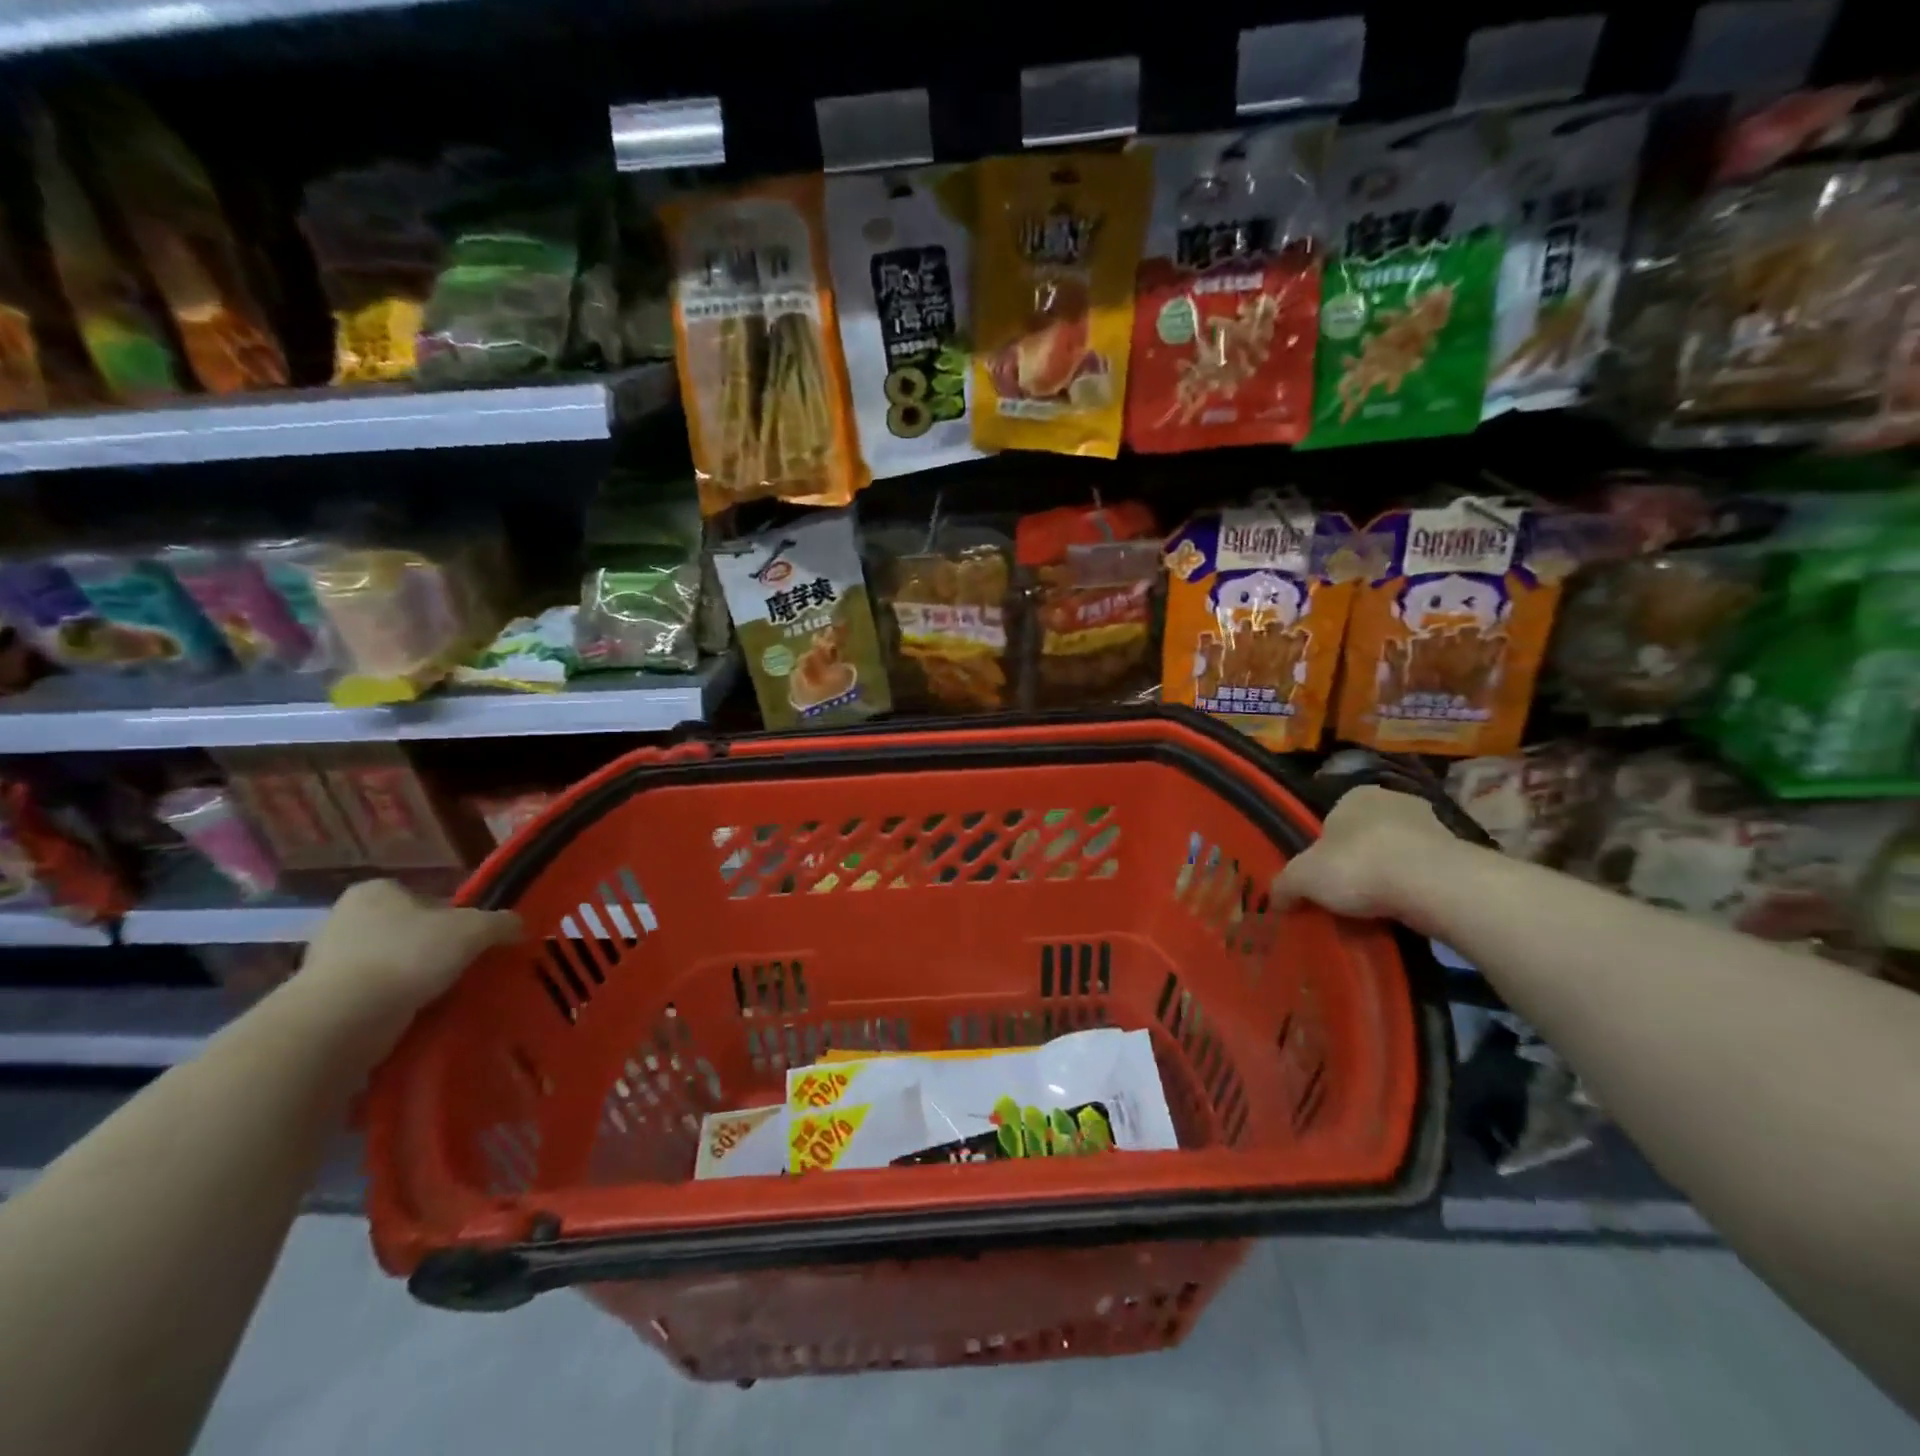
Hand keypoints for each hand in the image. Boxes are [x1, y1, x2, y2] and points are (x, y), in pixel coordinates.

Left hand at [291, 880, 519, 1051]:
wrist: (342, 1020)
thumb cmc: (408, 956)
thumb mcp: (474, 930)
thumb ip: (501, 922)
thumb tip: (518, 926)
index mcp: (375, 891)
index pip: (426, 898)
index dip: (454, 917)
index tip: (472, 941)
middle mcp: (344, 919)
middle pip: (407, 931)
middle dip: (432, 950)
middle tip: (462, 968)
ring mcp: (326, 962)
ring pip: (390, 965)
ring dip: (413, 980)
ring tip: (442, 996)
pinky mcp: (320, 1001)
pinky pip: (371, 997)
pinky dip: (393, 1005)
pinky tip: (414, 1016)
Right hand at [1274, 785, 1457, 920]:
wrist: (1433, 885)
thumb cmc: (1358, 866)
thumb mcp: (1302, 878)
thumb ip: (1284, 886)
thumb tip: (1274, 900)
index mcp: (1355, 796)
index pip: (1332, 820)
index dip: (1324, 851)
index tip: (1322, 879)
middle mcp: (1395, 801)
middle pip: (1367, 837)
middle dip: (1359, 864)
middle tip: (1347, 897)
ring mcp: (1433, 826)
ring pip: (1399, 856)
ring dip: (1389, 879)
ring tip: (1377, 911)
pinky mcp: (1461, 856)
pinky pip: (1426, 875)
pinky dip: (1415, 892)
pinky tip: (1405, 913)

==

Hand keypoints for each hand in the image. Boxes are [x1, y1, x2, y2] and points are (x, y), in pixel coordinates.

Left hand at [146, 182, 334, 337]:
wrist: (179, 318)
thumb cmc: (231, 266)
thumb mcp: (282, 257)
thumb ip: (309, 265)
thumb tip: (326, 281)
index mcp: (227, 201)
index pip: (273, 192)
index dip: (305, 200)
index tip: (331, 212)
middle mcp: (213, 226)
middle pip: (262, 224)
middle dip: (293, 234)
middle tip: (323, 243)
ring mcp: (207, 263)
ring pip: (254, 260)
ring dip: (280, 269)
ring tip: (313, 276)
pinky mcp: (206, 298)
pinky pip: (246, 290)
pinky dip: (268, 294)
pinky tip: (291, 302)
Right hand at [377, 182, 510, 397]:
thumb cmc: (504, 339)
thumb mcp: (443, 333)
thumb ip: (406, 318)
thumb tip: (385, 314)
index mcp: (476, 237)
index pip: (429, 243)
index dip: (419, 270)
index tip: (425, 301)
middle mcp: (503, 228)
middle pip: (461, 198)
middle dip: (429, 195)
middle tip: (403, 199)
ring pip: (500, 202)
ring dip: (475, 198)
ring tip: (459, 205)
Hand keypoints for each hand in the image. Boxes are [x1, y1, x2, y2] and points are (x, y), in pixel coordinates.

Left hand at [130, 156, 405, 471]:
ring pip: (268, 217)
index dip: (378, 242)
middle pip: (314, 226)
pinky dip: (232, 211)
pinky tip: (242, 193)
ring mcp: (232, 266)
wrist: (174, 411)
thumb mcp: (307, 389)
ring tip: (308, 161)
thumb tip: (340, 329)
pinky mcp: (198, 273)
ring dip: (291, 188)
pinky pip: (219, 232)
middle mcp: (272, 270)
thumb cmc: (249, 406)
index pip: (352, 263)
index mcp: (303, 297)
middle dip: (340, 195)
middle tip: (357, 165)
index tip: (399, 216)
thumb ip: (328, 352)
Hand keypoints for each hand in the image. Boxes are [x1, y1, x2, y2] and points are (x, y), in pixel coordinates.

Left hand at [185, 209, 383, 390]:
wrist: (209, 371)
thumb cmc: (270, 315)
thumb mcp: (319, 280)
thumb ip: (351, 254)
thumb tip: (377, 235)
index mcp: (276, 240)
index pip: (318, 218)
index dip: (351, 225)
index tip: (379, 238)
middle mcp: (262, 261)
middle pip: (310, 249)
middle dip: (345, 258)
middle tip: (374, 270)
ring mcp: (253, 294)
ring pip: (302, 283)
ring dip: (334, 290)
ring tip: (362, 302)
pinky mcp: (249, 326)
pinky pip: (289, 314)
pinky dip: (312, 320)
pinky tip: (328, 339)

About this exercise:
Every line above that holds the word "Left" is to be found and copied.

Response to this exercise:
Left hand at [291, 880, 519, 1051]:
Left hand at [146, 182, 334, 337]:
Left hand at [130, 156, 405, 471]:
Left hand at [185, 209, 383, 390]:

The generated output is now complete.